- _What is expected_: Find the word "Juan" in the records and copy every line where it occurs.

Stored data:
+---+

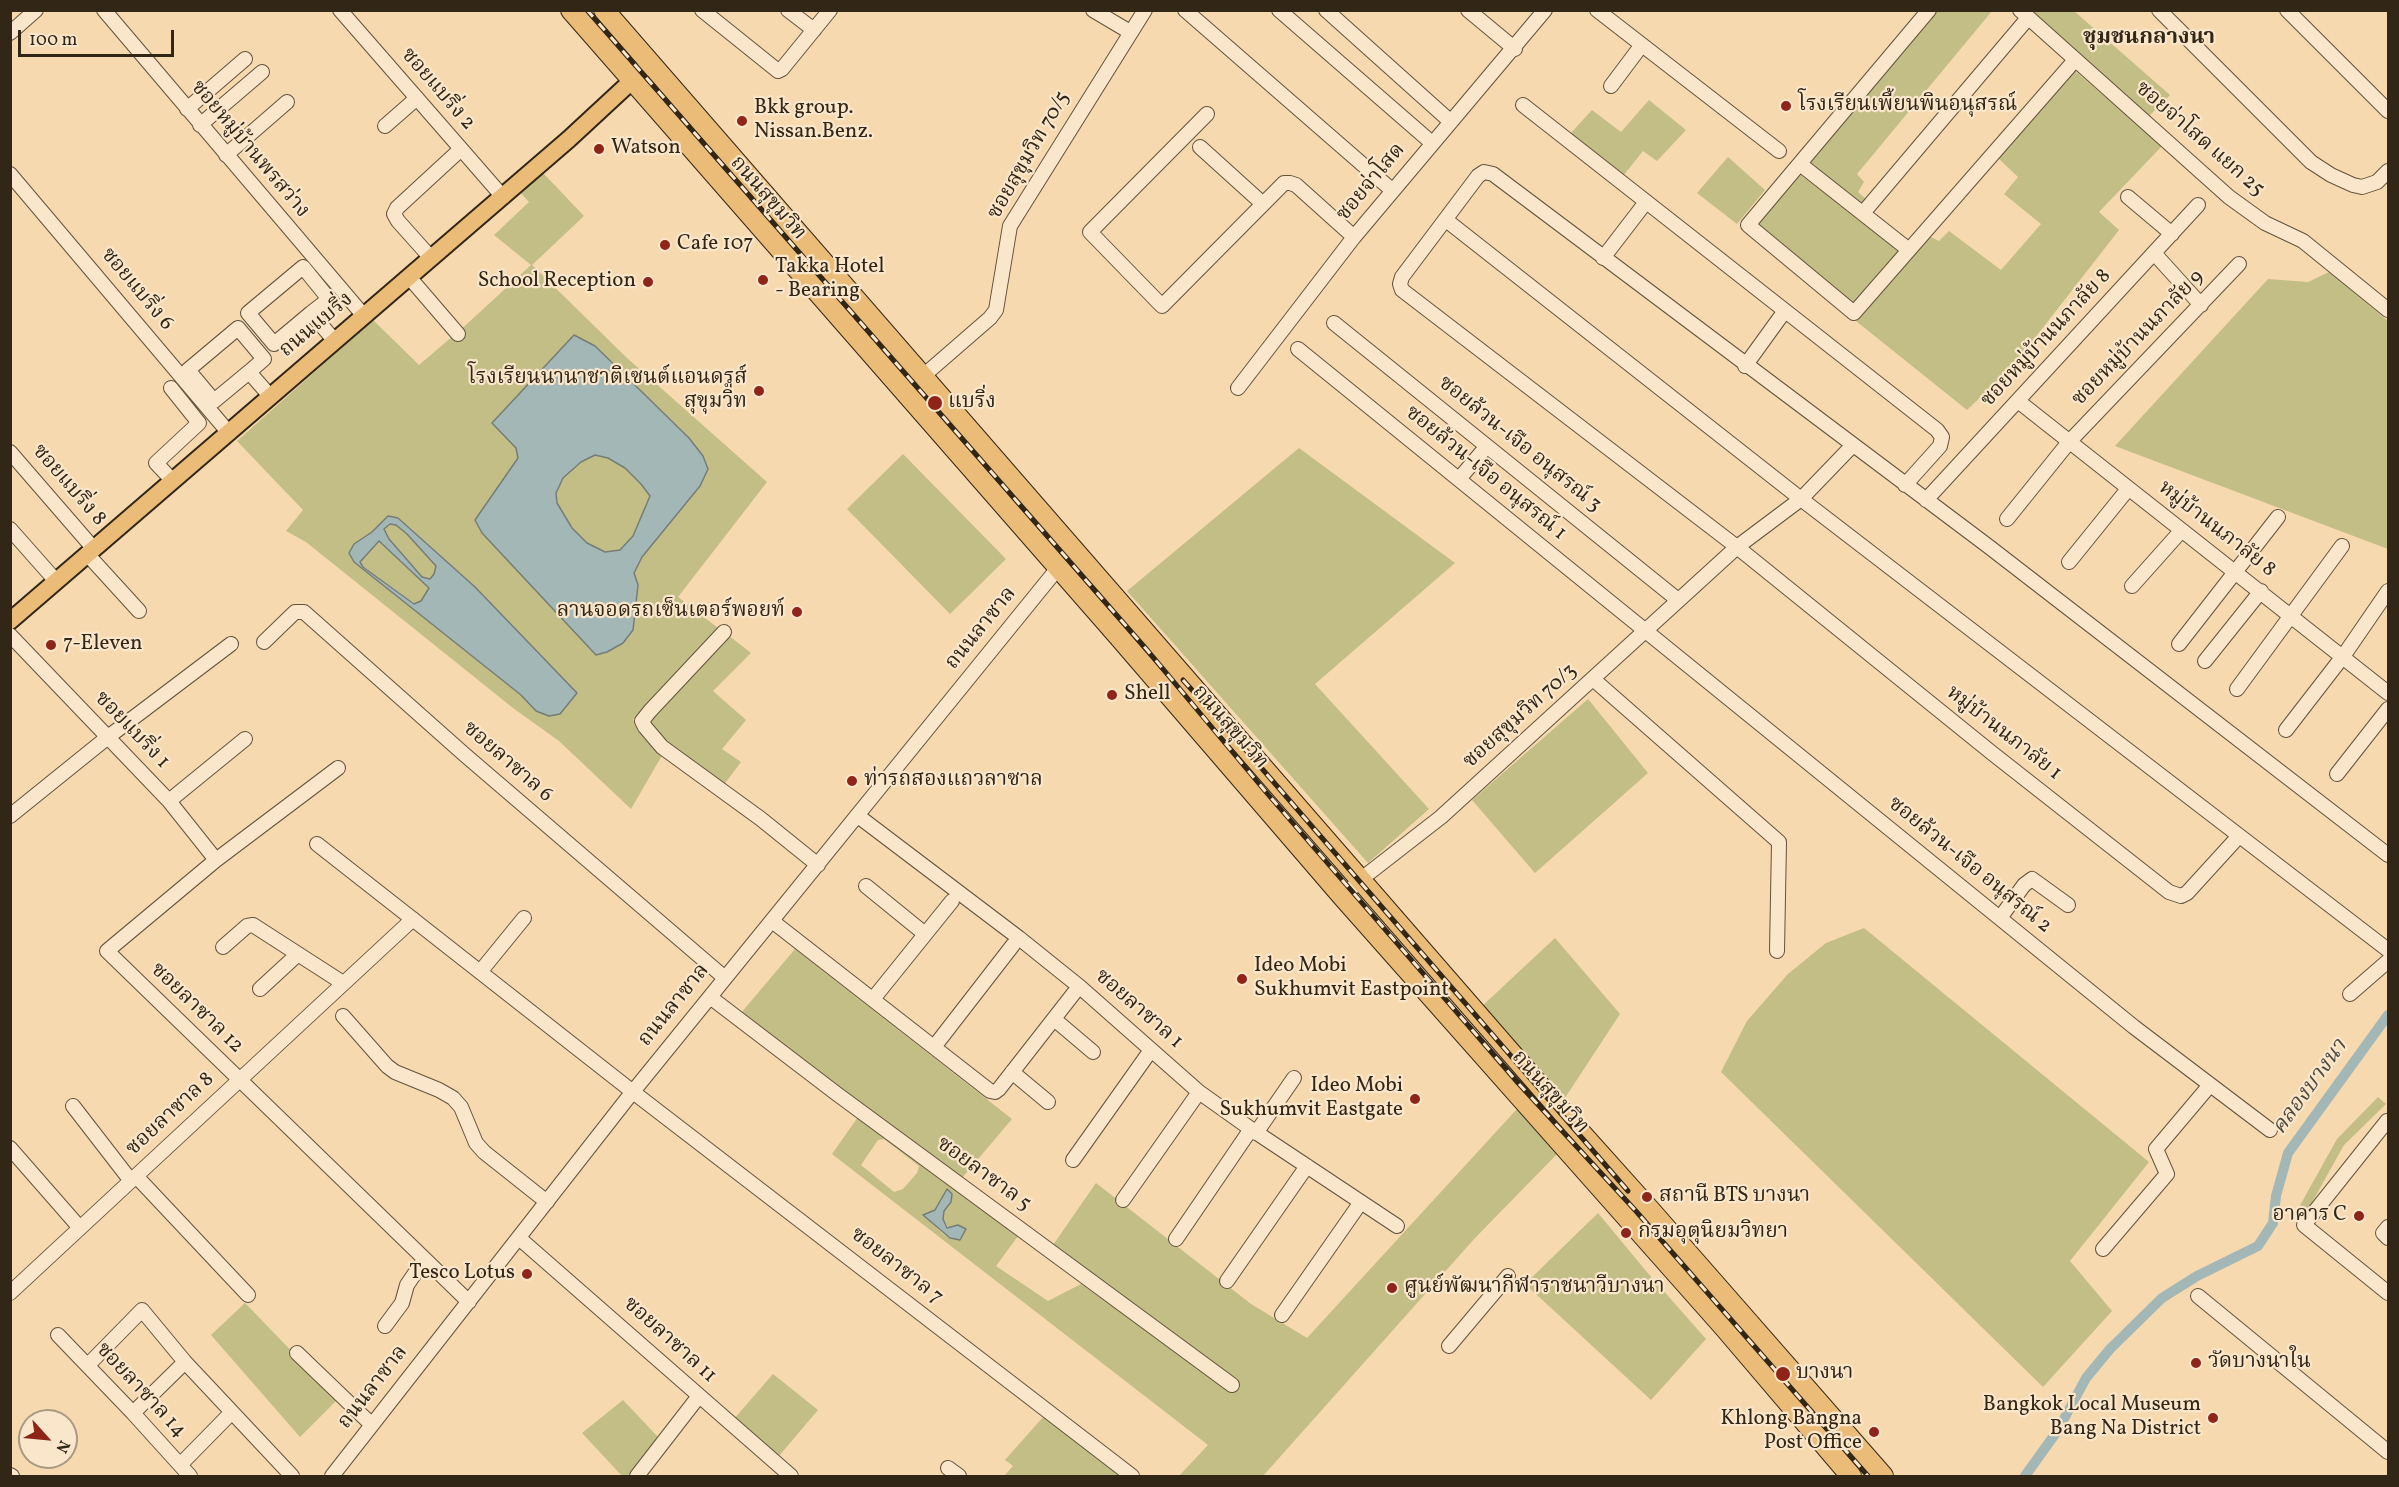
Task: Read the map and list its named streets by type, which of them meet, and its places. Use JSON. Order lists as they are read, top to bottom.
{
  "streets": {
    "highway": ["ถนนสุขุมวิท"],
    "main road": ["ถนนแบริ่ง"],
    "street": [
      "ซอยแบริ่ง 2",
      "ซอยจ่าโสด แยก 25",
      "ซอยหมู่บ้านพรสว่าง",
      "ซอยสุขุมวิท 70/5",
      "ซอยจ่าโสด",
      "ซอยแบริ่ง 6",
      "ซอยหมู่บ้านนภาลัย 8",
      "ซอยหมู่บ้านนภาลัย 9",
      "ซอยล้วน-เจือ อนุสรณ์ 3",
      "ซอยล้วน-เจือ อนุสรณ์ 1",
      "ซอยแบริ่ง 8",
      "หมู่บ้านนภาลัย 8",
      "ถนนลาซาล",
      "ซอยสุขุมวิท 70/3",
      "ซอยแบริ่ง 1",
      "หมู่บ้านนภาลัย 1",
      "ซอยลาซาล 6",
      "ซอยล้วน-เจือ อนุสรณ์ 2",
      "ซอยลาซาล 12",
      "ซอยลาซาล 1",
      "ซอยลาซาล 8",
      "ซอยลาซาล 5",
      "ซอยลาซาล 7",
      "ซอยลาซาล 11",
      "ซอยลาซาล 14"
    ]
  },
  "crossings": [
    ["ซอยแบริ่ง 2", "ถนนแบริ่ง"],
    ["ซอยหมู่บ้านพรสว่าง", "ถนนแบริ่ง"],
    ["ซอยสุขุมวิท 70/5", "ถนนสุขุมวิท"],
    ["ถนนสุขุมวิท", "ถนนแบริ่ง"],
    ["ถนนสุขุมวิท", "ถนนลาซาล"],
    ["ถนนสุขุมวิท", "ซอยสุขุมวิท 70/3"],
    ["ซอยแบริ่ง 6", "ถนนแบริ่ง"],
    ["ถนนแบริ่ง", "ซอยแบริ่ง 8"],
    ["ซอยหมู่บ้านนภาลัย 8", "หมู่บ้านนภาลัย 8"],
    ["ซอยหมู่บ้านนภาลัย 9", "หมู่บ้านนภาลัย 8"],
    ["ซอยล้วน-เจือ อนุสรณ์ 3", "ซอยสุขุมวิท 70/3"],
    ["ซอยล้วน-เจือ อนุสรณ์ 1", "ซอยสุขุมวิท 70/3"],
    ["ซอยล้วน-เจือ อนุสรณ์ 1", "ซอยล้วน-เจือ อนุสรณ์ 2"],
    ["ถนนลาซาล", "ซอยลาซาล 6"],
    ["ถนนลาซาล", "ซอยลาซาล 12"],
    ["ถนนลาซาล", "ซอยลาซาล 1"],
    ["ถนนลาซาล", "ซอยลาซาล 5"],
    ["ถนนลาซาล", "ซอยลาซาล 7"],
    ["ถนนลาซาล", "ซอยลาซาล 11"],
    ["ซอยสุขุมวิท 70/3", "หมู่บ้านนภาลัย 1"],
    ["ซอยสุขุมวิท 70/3", "ซอยล้วน-เจือ อนุสรณ์ 2"],
    ["ซอยแบริ่ง 1", "ซอยลาซาล 12"],
    ["ซอยลาซาล 12", "ซอยลาซาล 8"]
  ],
  "districts": ["ชุมชนกลางนา"],
  "water": ["คลองบางนา"],
  "places": [
    "โรงเรียนเพี้ยนพินอนุสรณ์",
    "Bkk group. Nissan.Benz.",
    "Watson",
    "Cafe 107",
    "Takka Hotel - Bearing",
    "School Reception",
    "โรงเรียนนานาชาติเซนต์แอนดรูส์ สุขุมวิท",
    "แบริ่ง",
    "ลานจอดรถเซ็นเตอร์พอยท์",
    "7-Eleven",
    "Shell",
    "ท่ารถสองแถวลาซาล",
    "Ideo Mobi Sukhumvit Eastpoint",
    "Ideo Mobi Sukhumvit Eastgate",
    "สถานี BTS บางนา",
    "อาคาร C",
    "กรมอุตุนิยมวิทยา",
    "Tesco Lotus",
    "ศูนย์พัฒนากีฬาราชนาวีบางนา",
    "วัดบางนาใน",
    "บางนา",
    "Bangkok Local Museum Bang Na District",
    "Khlong Bangna Post Office"
  ],
  "scale_bar": "100 m",
  "north": "bottom right"
}
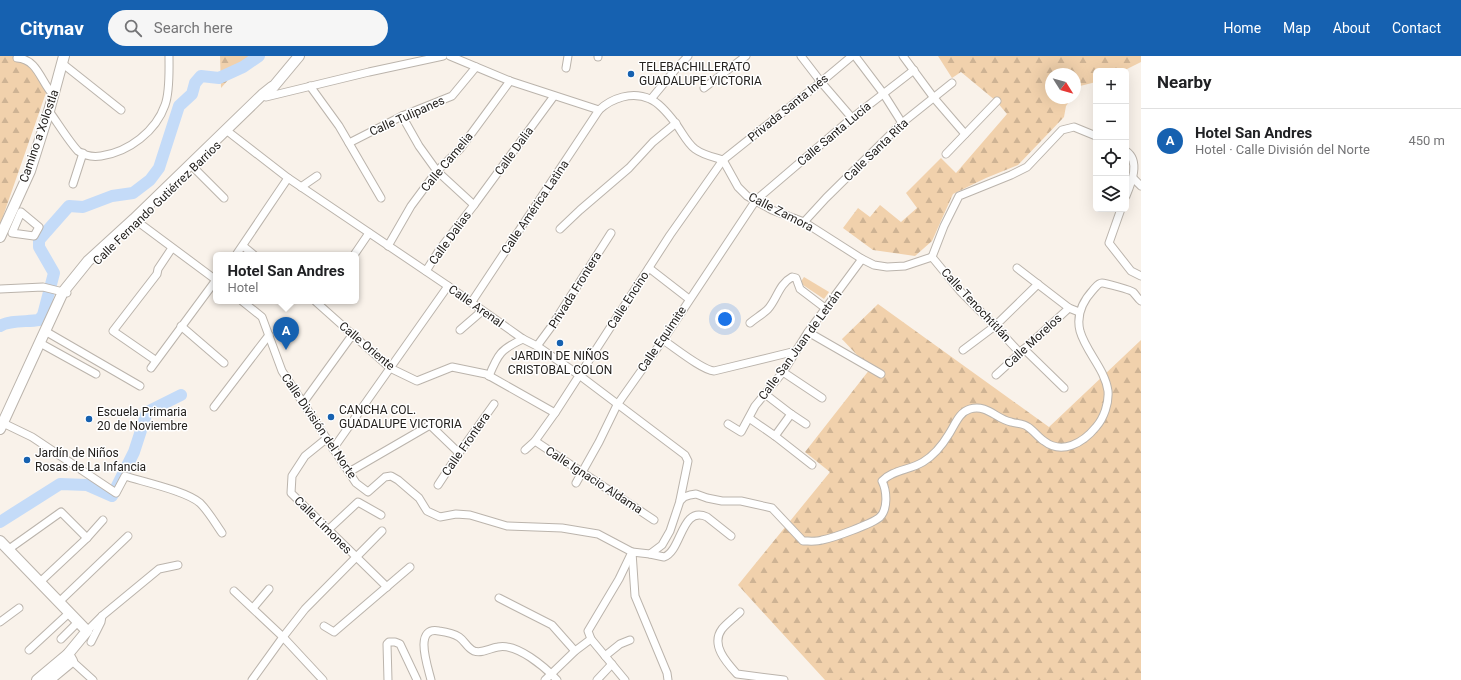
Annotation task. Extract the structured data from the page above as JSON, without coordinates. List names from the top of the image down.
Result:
{
  "streets": {
    "main road": ["Camino a Xolostla", "Calle Fernando Gutiérrez Barrios"],
    "street": [
      "Privada Santa Inés",
      "Calle Tulipanes",
      "Calle Santa Lucía",
      "Calle Santa Rita",
      "Calle Dalia",
      "Calle Camelia",
      "Calle América Latina",
      "Calle Zamora",
      "Calle Dalias",
      "Privada Frontera",
      "Calle Encino",
      "Calle Tenochtitlán",
      "Calle Arenal",
      "Calle Equimite",
      "Calle Morelos",
      "Calle San Juan de Letrán",
      "Calle Oriente",
      "Calle División del Norte",
      "Calle Frontera",
      "Calle Ignacio Aldama",
      "Calle Limones"
    ]
  },
  "crossings": [
    ["Privada Santa Inés", "Calle Zamora"],
    ["Privada Santa Inés", "Calle Encino"],
    ["Calle Santa Lucía", "Calle Zamora"],
    ["Calle Santa Lucía", "Calle Equimite"],
    ["Calle Santa Rita", "Calle Zamora"],
    ["Calle Dalia", "Calle Dalias"],
    ["Calle Camelia", "Calle Arenal"],
    ["Calle Fernando Gutiérrez Barrios", "Calle Arenal"],
    ["Calle América Latina", "Calle Arenal"],
    ["Calle Zamora", "Calle Encino"],
    ["Calle Zamora", "Calle Tenochtitlán"],
    ["Calle Zamora", "Calle Equimite"],
    ["Calle Zamora", "Calle San Juan de Letrán"],
    ["Calle Dalias", "Calle Arenal"],
    ["Privada Frontera", "Calle Arenal"],
    ["Calle Encino", "Calle Arenal"],
    ["Calle Encino", "Calle Oriente"],
    ["Calle Encino", "Calle Ignacio Aldama"],
    ["Calle Tenochtitlán", "Calle Morelos"],
    ["Calle Arenal", "Calle Equimite"],
    ["Calle Equimite", "Calle Ignacio Aldama"],
    ["Calle División del Norte", "Calle Limones"]
  ],
  "places": [
    "TELEBACHILLERATO GUADALUPE VICTORIA",
    "JARDIN DE NIÑOS CRISTOBAL COLON",
    "CANCHA COL. GUADALUPE VICTORIA",
    "Escuela Primaria 20 de Noviembre",
    "Jardín de Niños Rosas de La Infancia"
  ],
  "north": "bottom right",
  "page": {
    "header": "Citynav",
    "search": "Search here",
    "nav": [
      "Home",
      "Map",
      "About",
      "Contact"
    ],
    "heading": "Nearby",
    "map_buttons": ["+", "−"],
    "list": [
      {
        "mark": "A",
        "name": "Hotel San Andres",
        "note": "Hotel · Calle División del Norte",
        "value": "450 m"
      }
    ],
    "popup": ["Hotel San Andres", "Hotel"],
    "pins": "A"
  }
}
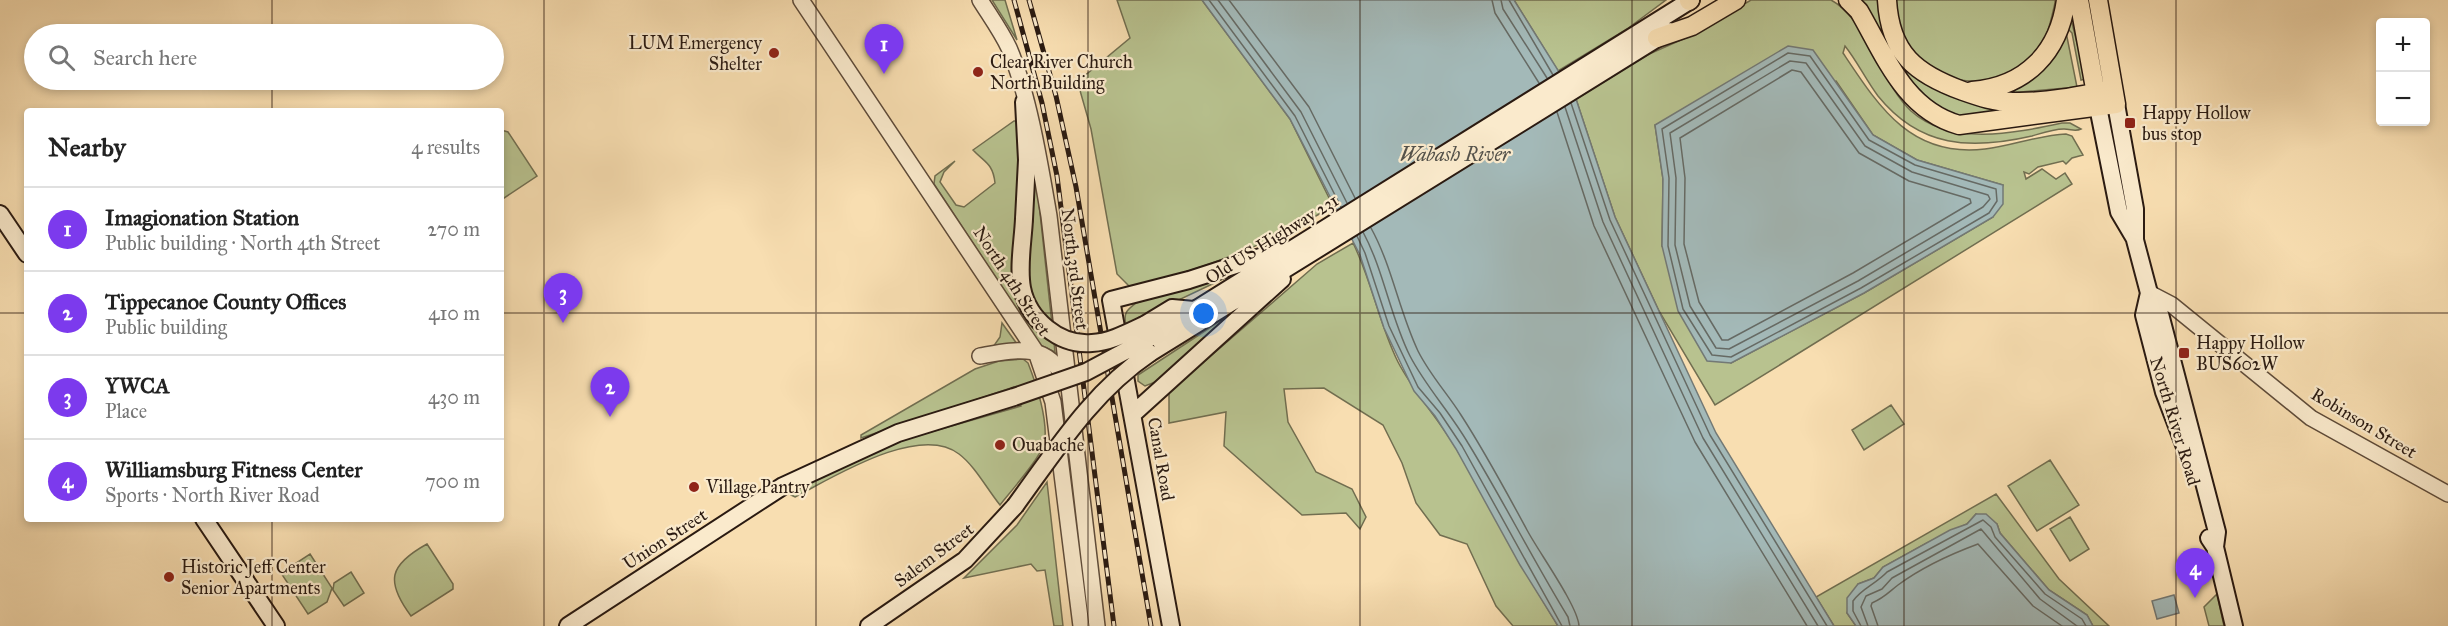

+---+

- _Written response_:
      "Calle San Juan de Letrán",
    ["Calle Zamora", "Calle San Juan de Letrán"],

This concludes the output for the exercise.